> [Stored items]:
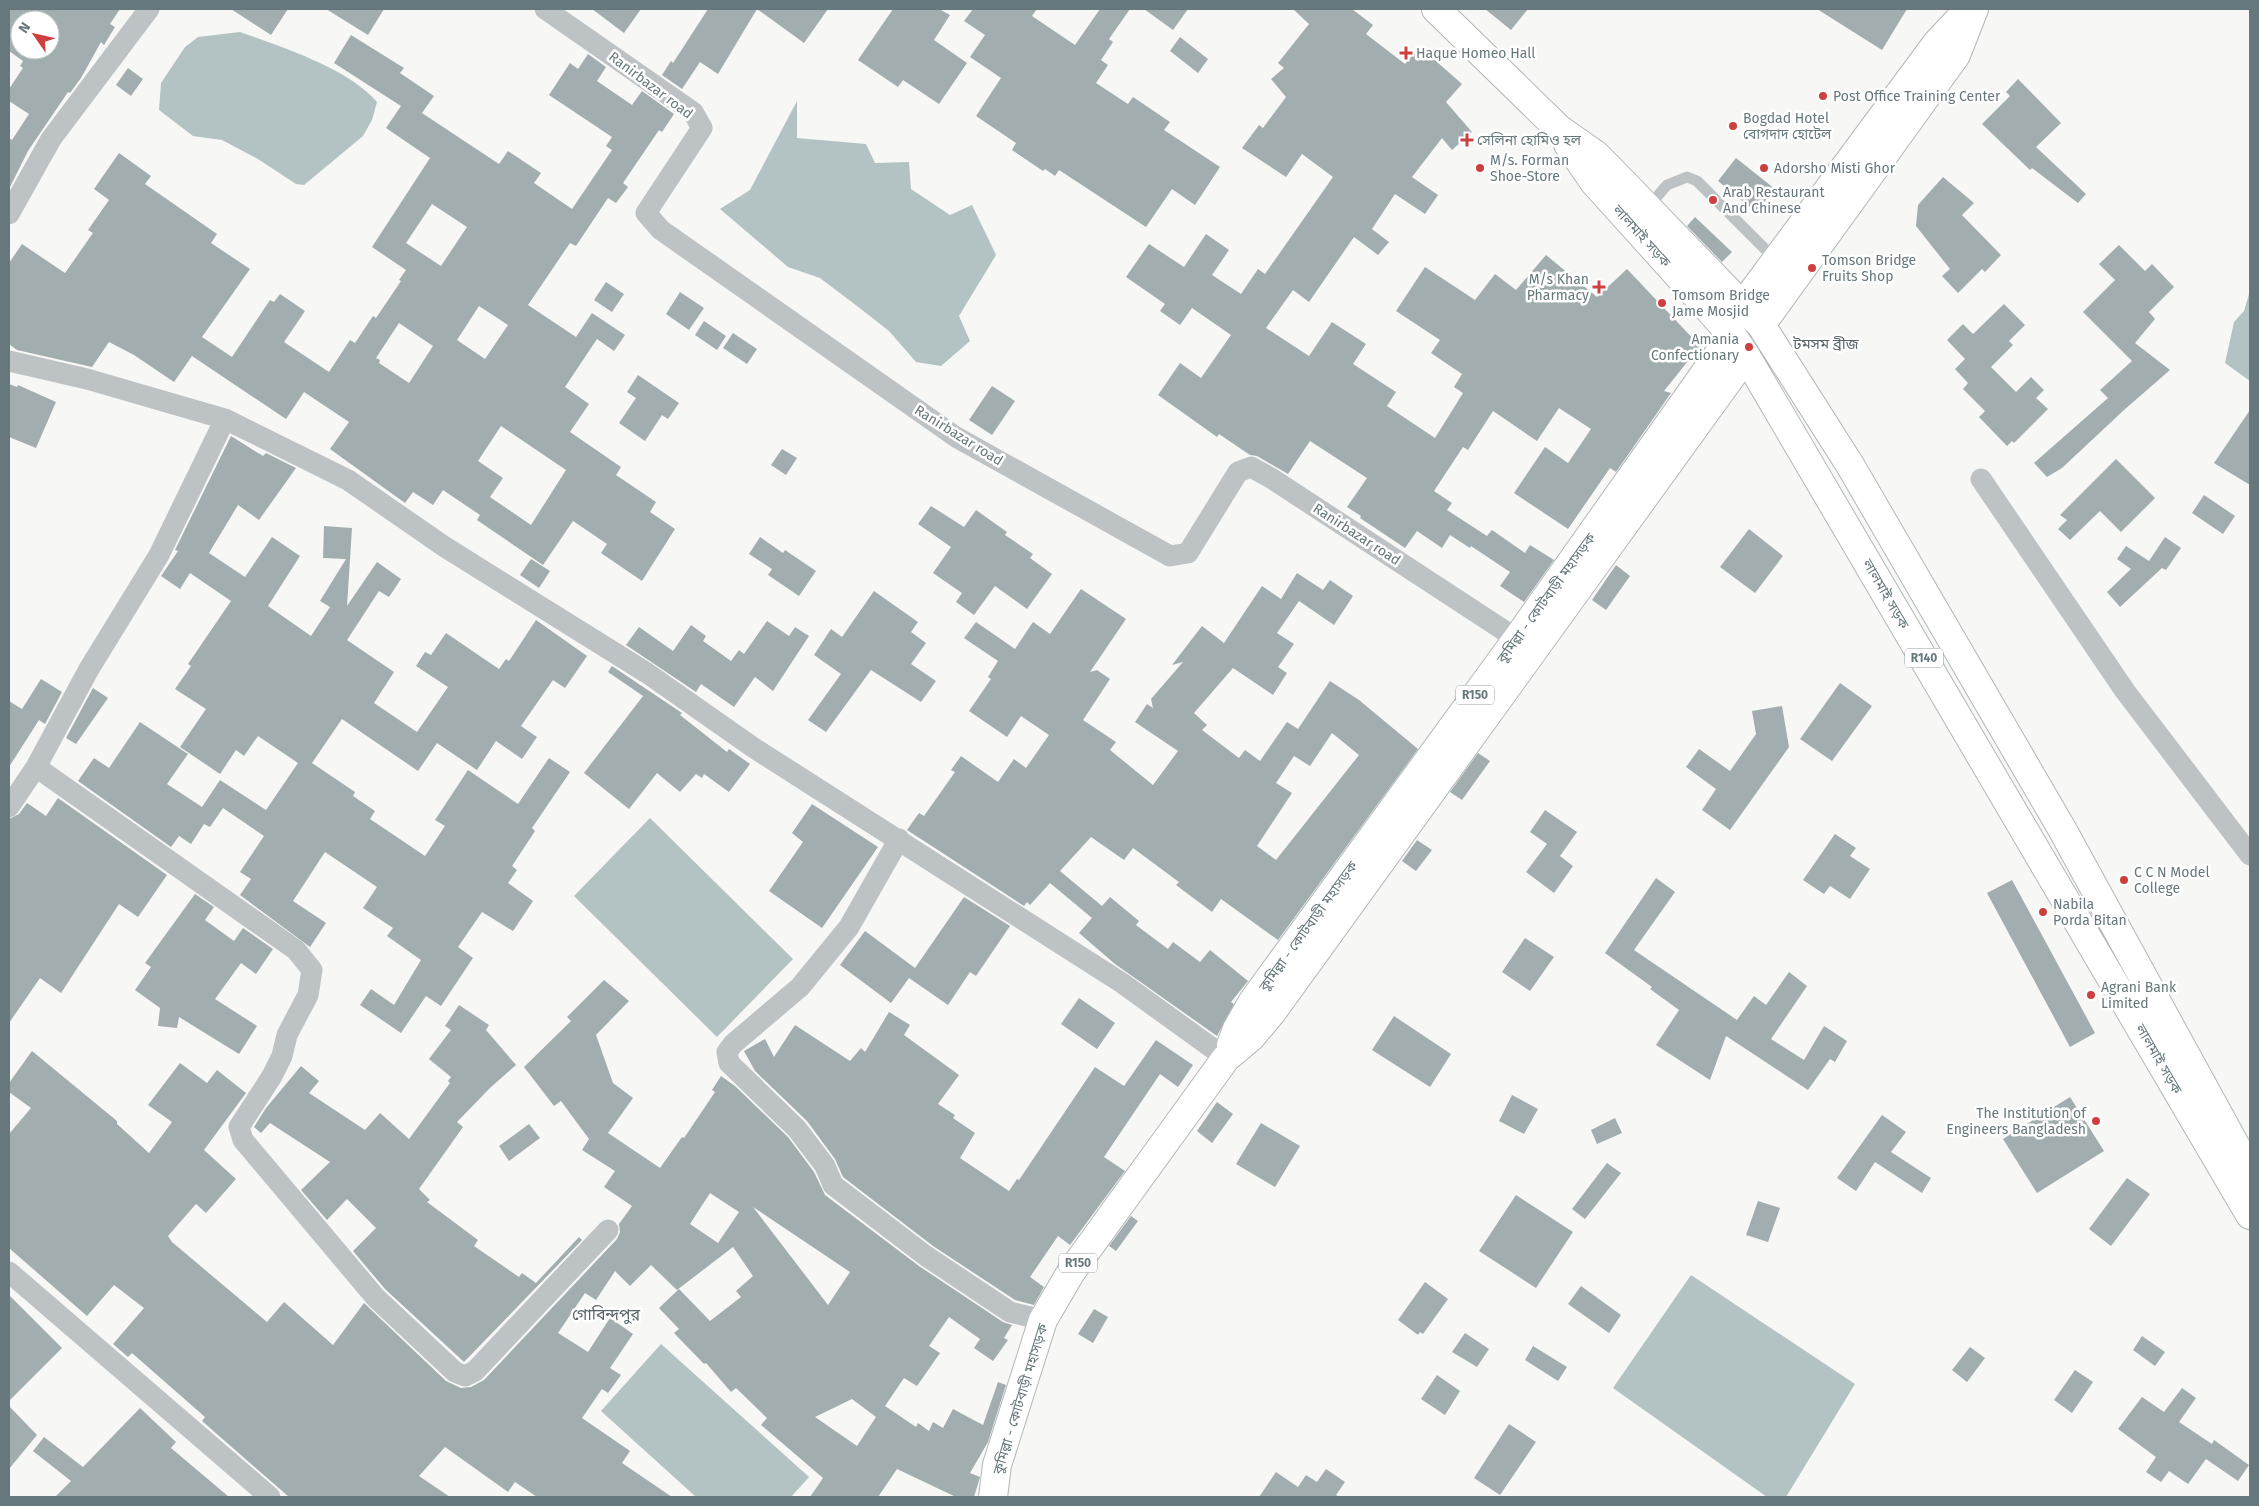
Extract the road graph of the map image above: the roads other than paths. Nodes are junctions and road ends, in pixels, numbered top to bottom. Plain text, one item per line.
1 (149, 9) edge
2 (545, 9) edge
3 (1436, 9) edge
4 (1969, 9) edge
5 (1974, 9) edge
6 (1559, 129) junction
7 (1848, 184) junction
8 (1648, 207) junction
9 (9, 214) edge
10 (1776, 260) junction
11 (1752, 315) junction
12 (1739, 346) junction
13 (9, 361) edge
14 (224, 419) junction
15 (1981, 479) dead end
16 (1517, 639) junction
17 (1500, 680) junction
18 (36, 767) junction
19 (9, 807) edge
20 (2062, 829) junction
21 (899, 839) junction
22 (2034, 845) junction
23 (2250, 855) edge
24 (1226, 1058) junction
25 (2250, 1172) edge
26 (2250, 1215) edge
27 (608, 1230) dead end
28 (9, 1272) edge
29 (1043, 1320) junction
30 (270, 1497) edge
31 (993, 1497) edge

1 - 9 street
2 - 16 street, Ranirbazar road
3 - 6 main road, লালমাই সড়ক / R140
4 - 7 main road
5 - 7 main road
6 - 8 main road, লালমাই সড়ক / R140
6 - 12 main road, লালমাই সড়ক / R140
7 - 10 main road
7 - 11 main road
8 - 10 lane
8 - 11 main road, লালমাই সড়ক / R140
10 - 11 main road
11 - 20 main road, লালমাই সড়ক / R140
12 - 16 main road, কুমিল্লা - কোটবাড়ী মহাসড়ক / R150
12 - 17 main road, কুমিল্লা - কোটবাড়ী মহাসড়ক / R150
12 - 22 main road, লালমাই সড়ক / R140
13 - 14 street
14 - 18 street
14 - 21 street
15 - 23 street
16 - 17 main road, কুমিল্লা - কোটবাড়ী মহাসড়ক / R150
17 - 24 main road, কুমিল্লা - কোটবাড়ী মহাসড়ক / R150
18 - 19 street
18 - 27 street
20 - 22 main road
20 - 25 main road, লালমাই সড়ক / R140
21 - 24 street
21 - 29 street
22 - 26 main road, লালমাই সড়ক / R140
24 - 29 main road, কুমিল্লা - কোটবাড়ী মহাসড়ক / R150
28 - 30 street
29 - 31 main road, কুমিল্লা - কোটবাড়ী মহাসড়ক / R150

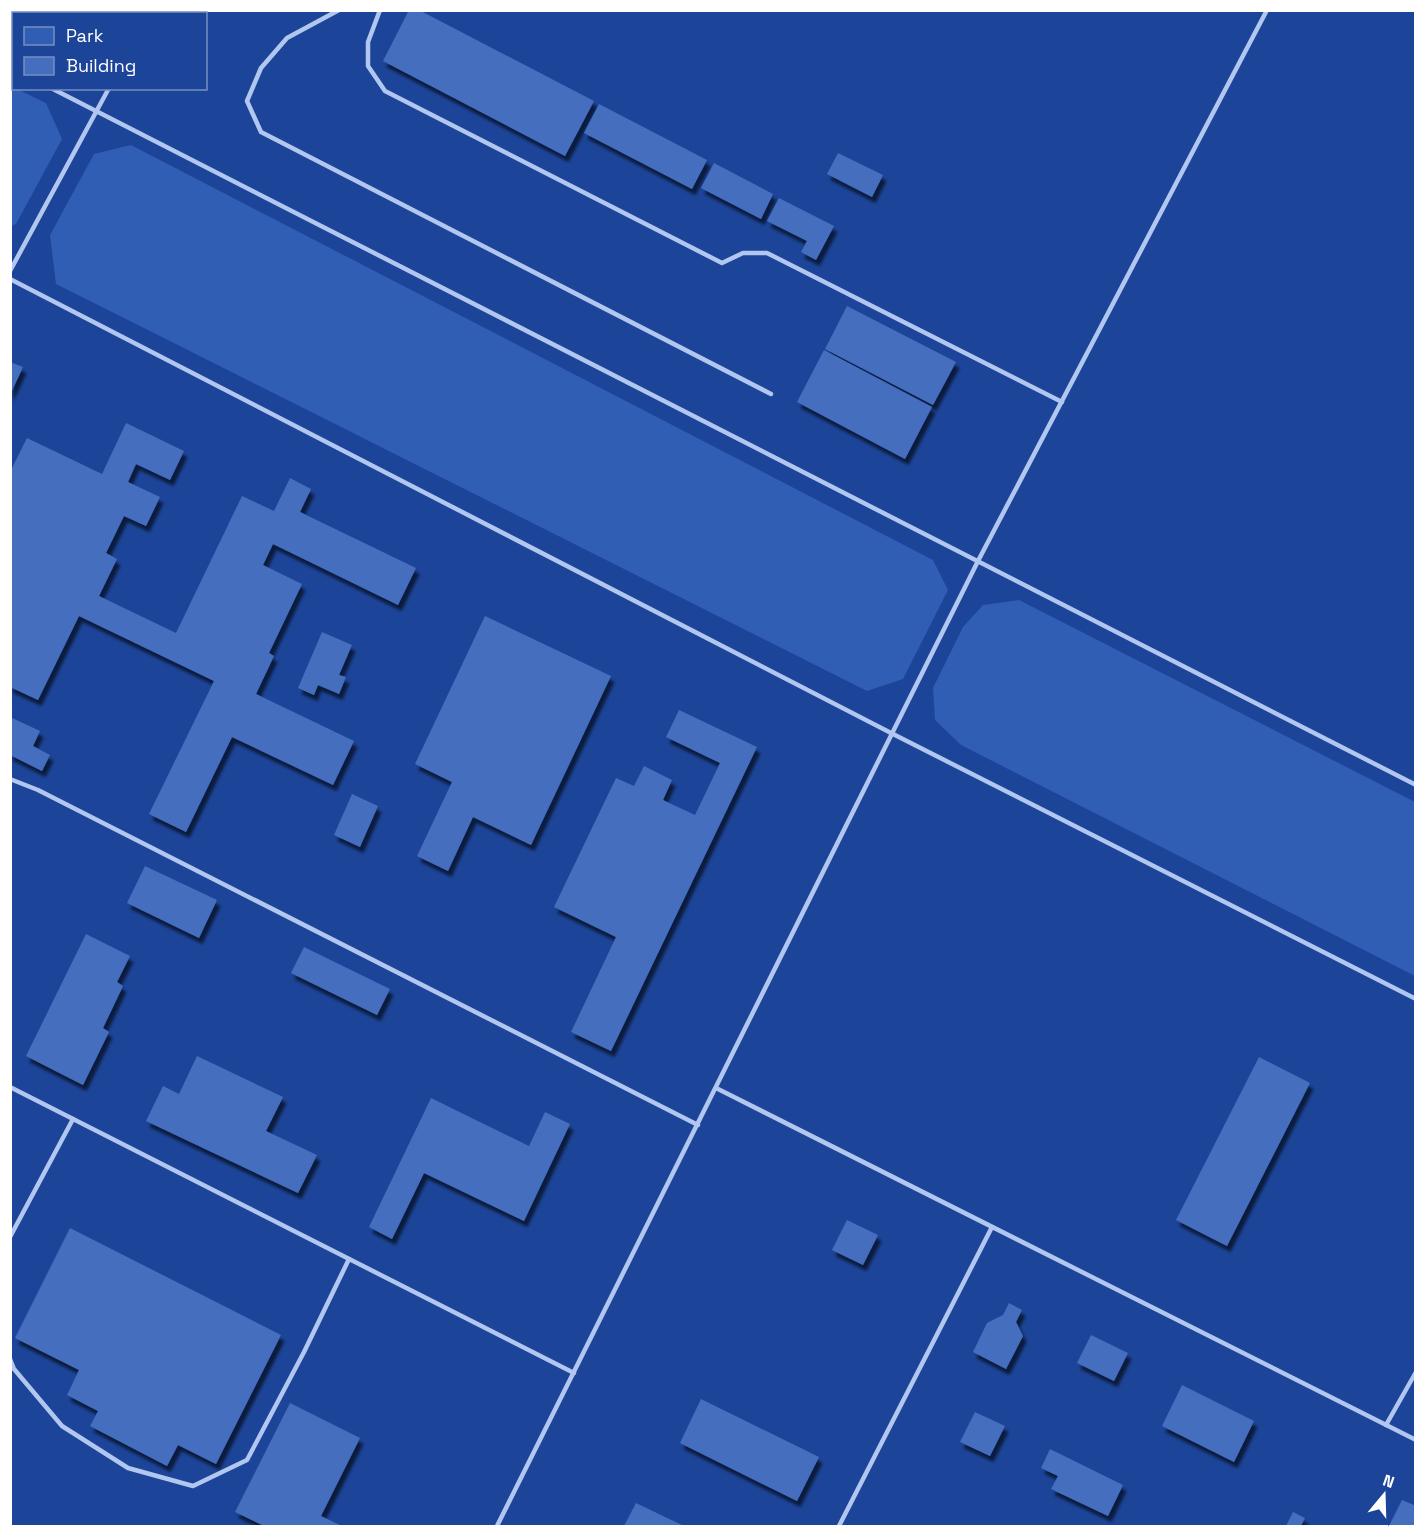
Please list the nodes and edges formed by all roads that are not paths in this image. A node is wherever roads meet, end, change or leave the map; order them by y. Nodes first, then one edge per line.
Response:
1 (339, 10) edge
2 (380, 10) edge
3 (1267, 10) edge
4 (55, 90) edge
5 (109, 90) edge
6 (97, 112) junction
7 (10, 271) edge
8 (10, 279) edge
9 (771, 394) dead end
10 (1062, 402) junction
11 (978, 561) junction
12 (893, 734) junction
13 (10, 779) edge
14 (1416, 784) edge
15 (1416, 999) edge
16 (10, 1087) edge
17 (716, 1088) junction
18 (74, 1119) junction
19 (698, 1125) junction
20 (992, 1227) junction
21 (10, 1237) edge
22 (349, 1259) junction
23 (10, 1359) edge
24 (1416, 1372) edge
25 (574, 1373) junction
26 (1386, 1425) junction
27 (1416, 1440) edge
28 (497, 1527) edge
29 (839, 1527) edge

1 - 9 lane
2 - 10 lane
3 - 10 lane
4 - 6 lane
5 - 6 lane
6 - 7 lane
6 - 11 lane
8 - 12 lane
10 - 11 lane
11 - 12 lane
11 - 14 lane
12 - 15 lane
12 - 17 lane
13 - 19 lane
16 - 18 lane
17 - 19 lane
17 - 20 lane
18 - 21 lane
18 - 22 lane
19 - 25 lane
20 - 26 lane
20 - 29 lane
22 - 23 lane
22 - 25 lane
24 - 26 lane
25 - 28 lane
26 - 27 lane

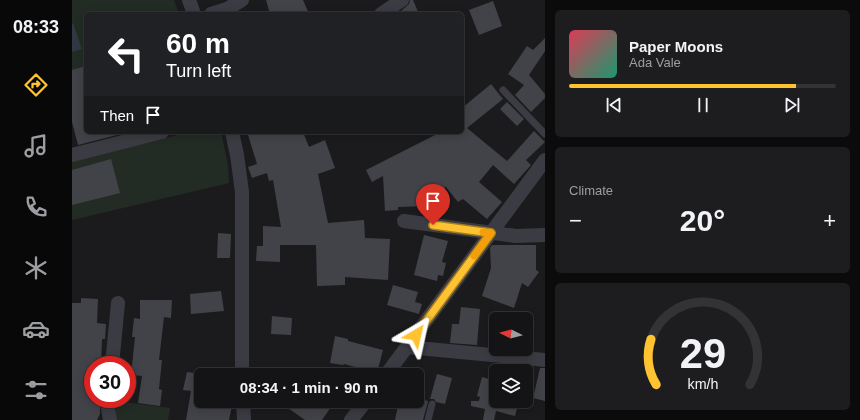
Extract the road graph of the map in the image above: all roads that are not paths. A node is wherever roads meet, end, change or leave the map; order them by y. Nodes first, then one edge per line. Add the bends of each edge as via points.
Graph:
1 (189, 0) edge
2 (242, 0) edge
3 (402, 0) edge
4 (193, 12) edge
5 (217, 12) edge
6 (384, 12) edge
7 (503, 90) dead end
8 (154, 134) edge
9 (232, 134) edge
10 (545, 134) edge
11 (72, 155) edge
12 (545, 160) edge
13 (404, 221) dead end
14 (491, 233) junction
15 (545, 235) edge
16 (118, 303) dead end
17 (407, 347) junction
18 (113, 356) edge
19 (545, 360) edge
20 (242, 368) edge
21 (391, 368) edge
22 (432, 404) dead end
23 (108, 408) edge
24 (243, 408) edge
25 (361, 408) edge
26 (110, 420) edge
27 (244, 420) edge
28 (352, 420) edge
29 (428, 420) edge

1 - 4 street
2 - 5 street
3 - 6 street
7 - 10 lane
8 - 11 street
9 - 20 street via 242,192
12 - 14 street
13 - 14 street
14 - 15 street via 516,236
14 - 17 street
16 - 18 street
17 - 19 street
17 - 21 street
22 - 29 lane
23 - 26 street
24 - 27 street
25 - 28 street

> [Task requirements]: Once the pictures are removed, repeat all of the data above exactly.

> [Result below]:
Extract the road graph of the map image above: the roads other than paths. Nodes are junctions and road ends, in pixels, numbered top to bottom. Plain text, one item per line.
1 (149, 9) edge
2 (545, 9) edge
3 (1436, 9) edge
4 (1969, 9) edge
5 (1974, 9) edge
6 (1559, 129) junction
7 (1848, 184) junction
8 (1648, 207) junction
9 (9, 214) edge
10 (1776, 260) junction
11 (1752, 315) junction
12 (1739, 346) junction
13 (9, 361) edge
14 (224, 419) junction
15 (1981, 479) dead end
16 (1517, 639) junction
17 (1500, 680) junction
18 (36, 767) junction
19 (9, 807) edge
20 (2062, 829) junction
21 (899, 839) junction
22 (2034, 845) junction
23 (2250, 855) edge
24 (1226, 1058) junction
25 (2250, 1172) edge
26 (2250, 1215) edge
27 (608, 1230) dead end
28 (9, 1272) edge
29 (1043, 1320) junction
30 (270, 1497) edge
31 (993, 1497) edge

1 - 9 street
2 - 16 street, Ranirbazar road
3 - 6 main road, লালমাই সড়ক / R140
4 - 7 main road
5 - 7 main road
6 - 8 main road, লালমাই সড়ক / R140
6 - 12 main road, লালমাই সড়ক / R140
7 - 10 main road
7 - 11 main road
8 - 10 lane
8 - 11 main road, লালমাই সড়ক / R140
10 - 11 main road
11 - 20 main road, লালমাই সড়ক / R140
12 - 16 main road, কুমিল্লা - কোটবাড়ী মহাসড়ক / R150
12 - 17 main road, কুমিল্লা - কোটবাড়ী মহাসড়ক / R150
12 - 22 main road, লালমাই সড়ক / R140
13 - 14 street
14 - 18 street
14 - 21 street
15 - 23 street
16 - 17 main road, কুমিল্লা - কোটবাড়ী মহাসড়ক / R150
17 - 24 main road, কুমিল্লা - কোটবাড়ী মহাসড়ক / R150
18 - 19 street
18 - 27 street
20 - 22 main road
20 - 25 main road, লালমাই সড়ক / R140
21 - 24 street
21 - 29 street
22 - 26 main road, লালমাই সড়ক / R140
24 - 29 main road, কুমিল্লা - কোটবাড়ী মহাসড়ক / R150
28 - 30 street
29 - 31 main road, কুমিল্লা - কোটবাড়ী মহাসড়ক / R150

Please list the nodes and edges formed by all roads that are not paths in this image. A node is wherever roads meet, end, change or leave the map; order them by y. Nodes first, then one edge per line.
Response:
1 (339, 10) edge
2 (380, 10) edge
3 (1267, 10) edge
4 (55, 90) edge
5 (109, 90) edge
6 (97, 112) junction
7 (10, 271) edge
8 (10, 279) edge
9 (771, 394) dead end
10 (1062, 402) junction
11 (978, 561) junction
12 (893, 734) junction
13 (10, 779) edge
14 (1416, 784) edge
15 (1416, 999) edge
16 (10, 1087) edge
17 (716, 1088) junction
18 (74, 1119) junction
19 (698, 1125) junction
20 (992, 1227) junction
21 (10, 1237) edge
22 (349, 1259) junction
23 (10, 1359) edge
24 (1416, 1372) edge
25 (574, 1373) junction
26 (1386, 1425) junction
27 (1416, 1440) edge
28 (497, 1527) edge
29 (839, 1527) edge

1 - 9 lane
2 - 10 lane
3 - 10 lane
4 - 6 lane
5 - 6 lane
6 - 7 lane
6 - 11 lane
8 - 12 lane
10 - 11 lane
11 - 12 lane
11 - 14 lane
12 - 15 lane
12 - 17 lane
13 - 19 lane
16 - 18 lane
17 - 19 lane
17 - 20 lane
18 - 21 lane
18 - 22 lane
19 - 25 lane
20 - 26 lane
20 - 29 lane
22 - 23 lane
22 - 25 lane
24 - 26 lane
25 - 28 lane
26 - 27 lane

Extract the road graph of the map in the image above: all roads that are not paths. A node is wherever roads meet, end, change or leave the map; order them by y. Nodes first, then one edge per line. Add the bends of each edge as via points.
Graph:
1 (189, 0) edge
2 (242, 0) edge
3 (402, 0) edge
4 (193, 12) edge
5 (217, 12) edge
6 (384, 12) edge
7 (503, 90) dead end
8 (154, 134) edge
9 (232, 134) edge
10 (545, 134) edge
11 (72, 155) edge
12 (545, 160) edge
13 (404, 221) dead end
14 (491, 233) junction
15 (545, 235) edge
16 (118, 303) dead end
17 (407, 347) junction
18 (113, 356) edge
19 (545, 360) edge
20 (242, 368) edge
21 (391, 368) edge
22 (432, 404) dead end
23 (108, 408) edge
24 (243, 408) edge
25 (361, 408) edge
26 (110, 420) edge
27 (244, 420) edge
28 (352, 420) edge
29 (428, 420) edge

1 - 4 street
2 - 5 street
3 - 6 street
7 - 10 lane
8 - 11 street
9 - 20 street via 242,192
12 - 14 street
13 - 14 street
14 - 15 street via 516,236
14 - 17 street
16 - 18 street
17 - 19 street
17 - 21 street
22 - 29 lane
23 - 26 street
24 - 27 street
25 - 28 street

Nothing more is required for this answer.